Artykuły

Schody władzy i poddaństwa

"Ryszard II" w reż. Andrzeja Seweryna w Teatrze Narodowym w Warszawie. Pisze Tomasz Miłkowski w Trybunie.

Schody mają w inscenizacjach Szekspirowskich tradycję: urastają do rangi symbolu władzy i poddaństwa, panowania i uległości, stanowiąc budulec maszyny do grania. Także w inscenizacji rzadko grywanego "Ryszarda II" na Scenie Narodowej schody oznaczają władzę i wskazują na szczebel w jej hierarchii.

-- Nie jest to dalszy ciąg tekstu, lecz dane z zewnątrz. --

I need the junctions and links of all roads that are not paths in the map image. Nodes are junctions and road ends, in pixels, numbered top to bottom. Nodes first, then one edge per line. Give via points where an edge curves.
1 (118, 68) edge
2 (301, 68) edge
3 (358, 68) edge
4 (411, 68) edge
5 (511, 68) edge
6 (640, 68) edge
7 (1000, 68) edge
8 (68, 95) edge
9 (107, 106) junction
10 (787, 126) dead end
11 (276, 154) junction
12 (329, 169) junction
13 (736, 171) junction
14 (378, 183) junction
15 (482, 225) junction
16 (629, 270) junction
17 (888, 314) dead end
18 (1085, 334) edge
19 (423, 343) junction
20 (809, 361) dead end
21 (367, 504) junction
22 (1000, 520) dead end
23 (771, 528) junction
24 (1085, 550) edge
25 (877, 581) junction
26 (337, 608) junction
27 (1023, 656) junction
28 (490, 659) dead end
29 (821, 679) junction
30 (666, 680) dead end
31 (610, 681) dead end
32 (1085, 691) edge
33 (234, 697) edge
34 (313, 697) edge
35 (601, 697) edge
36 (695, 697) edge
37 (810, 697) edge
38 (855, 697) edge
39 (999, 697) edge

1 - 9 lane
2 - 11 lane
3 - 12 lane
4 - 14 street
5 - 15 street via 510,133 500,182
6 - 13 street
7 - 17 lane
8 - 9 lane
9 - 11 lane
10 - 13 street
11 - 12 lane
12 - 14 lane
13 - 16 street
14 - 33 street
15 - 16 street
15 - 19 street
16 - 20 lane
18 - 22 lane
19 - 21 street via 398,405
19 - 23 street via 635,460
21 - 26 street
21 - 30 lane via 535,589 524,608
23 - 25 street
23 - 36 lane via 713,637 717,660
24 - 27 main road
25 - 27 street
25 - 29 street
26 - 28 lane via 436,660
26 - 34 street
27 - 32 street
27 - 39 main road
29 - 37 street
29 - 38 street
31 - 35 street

W pierwszej odsłonie Ryszard w królewskiej purpurze, na tronie, na szczycie czarnych schodów, zajmujących nieomal całą przestrzeń sceny, wysłuchuje swych poddanych spoglądając w dół - a książęta i pomniejsi wasalowie wspinają się niemal na czworakach ku górze. Inni zaś leżą w pokorze plackiem na ziemi, nie śmiejąc nawet spojrzeć w oblicze pana. Potem losy się odmienia, Ryszard zejdzie ze schodów, spojrzy w lustro, ujrzy w nich zwykłego człowieka i zadrży z przerażenia nie odnajdując w swoim obliczu niczego boskiego. Na koniec, obalony i zdesakralizowany, zginie na kolanach zarżnięty przez usłużnego wasala.

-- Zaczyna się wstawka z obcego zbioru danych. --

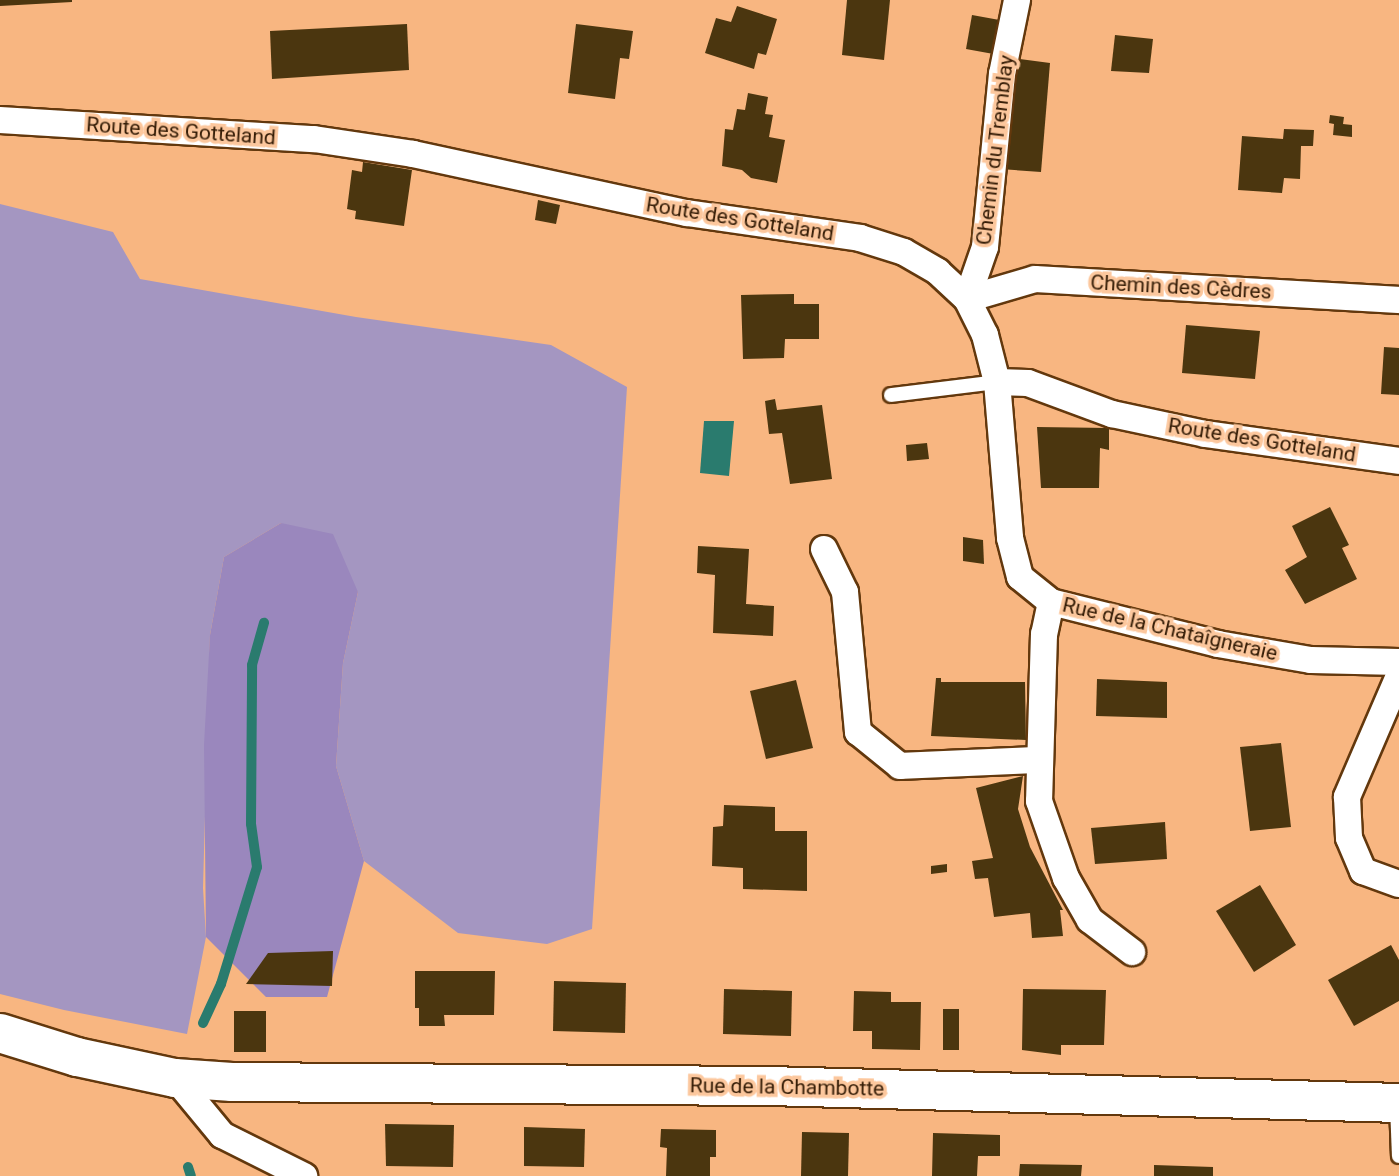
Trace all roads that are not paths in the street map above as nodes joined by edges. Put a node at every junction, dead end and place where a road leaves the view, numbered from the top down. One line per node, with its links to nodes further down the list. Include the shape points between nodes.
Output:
1 (1017, 0): 3 (street, Chemin du Tremblay, via 1002,74 985,247)
2 (0, 120): 3 (street, Route des Gotteland, via 314,139 413,154 687,213 860,238 904,252 938,272)
3 (967, 299): 4 (street, Chemin des Cèdres, via 1035,279); 5 (street, Route des Gotteland, via 985,335)
4 (1399, 300)
5 (996, 382): 6 (lane); 7 (street, Route des Gotteland, via 1028,383 1112,414 1205,434); 9 (street, Rue de la Chataîgneraie, via 1010,538 1020,577)
6 (891, 395)
7 (1399, 461)
8 (824, 548): 12 (street, via 845,592 858,732 900,766)
9 (1051, 602): 10 (street, Rue de la Chataîgneraie, via 1231,646 1311,660); 12 (street, via 1044,634)
10 (1399, 662)
11 (1399, 676): 13 (street, via 1347,797 1349,838 1363,871)
12 (1040, 760): 14 (street, via 1039,801 1066,878 1090,920)
13 (1399, 884)
14 (1132, 952)
15 (0, 1034): 16 (main road, Rue de la Chambotte, via 77,1057)
16 (175, 1078): 17 (main road, Rue de la Chambotte, via 254,1083 795,1087); 19 (street, via 222,1135)
17 (1398, 1103): 18 (lane)
18 (1399, 1156)
19 (304, 1176)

Oto historia poniżenia władcy, której nie chciała oglądać na scenie Elżbieta I i inni panujący, dla których ta ciemna sztuka Szekspira była zbyt obrazoburcza - podważała bowiem cały porządek średniowiecznego świata ustanowiony na boskim patronacie pomazańca, czyli monarchy. Ale już wówczas, można domniemywać, wiara w boskie prerogatywy władcy była mocno nadwątlona i raczej deklarowana niż wyznawana. Szekspira jednak pasjonowała przemiana pomazańca w człowieka, ta dziwna metamorfoza po zdjęciu korony, której podda najboleśniej swego Lira. "Ryszard II" to rodzaj mistrzowskiego ćwiczenia do tej wielkiej tragedii.

Dzisiaj, zwłaszcza w Polsce, ta historia nie budzi już takich emocji. Nawet jej ewentualna moc aluzyjna - 40 lat temu, kiedy w Narodowym grano "Ryszarda II" po raz ostatni w Warszawie, było inaczej - wyblakła. Dobrze więc się stało, że Andrzej Seweryn nie uległ modnym dzisiaj aktualizacjom wpisującym tekst Szekspira do katalogu polemik politycznych czy publicystycznych.

W Narodowym pokazano Szekspira uniwersalnego, niepodporządkowanego grze doraźnych aluzji czy interwencyjnych aktualizacji. To jest droga trudniejsza, wymagająca skupienia uwagi na sensach, słowach i symbolice spektaklu. Ten "Ryszard" jest opowieścią o pokrętnej drodze błędów, dojrzewaniu do człowieczeństwa. Dojrzewaniu, które warto osiągnąć, jeśli chce się ocalić siebie przed blichtrem pozorów, przed życiem w masce roli (na przykład króla). Tę prawdę pojmie Ryszard przed śmiercią, wcale niepogodzony z przegraną, do końca walczący nie tylko o godność, ale i o życie.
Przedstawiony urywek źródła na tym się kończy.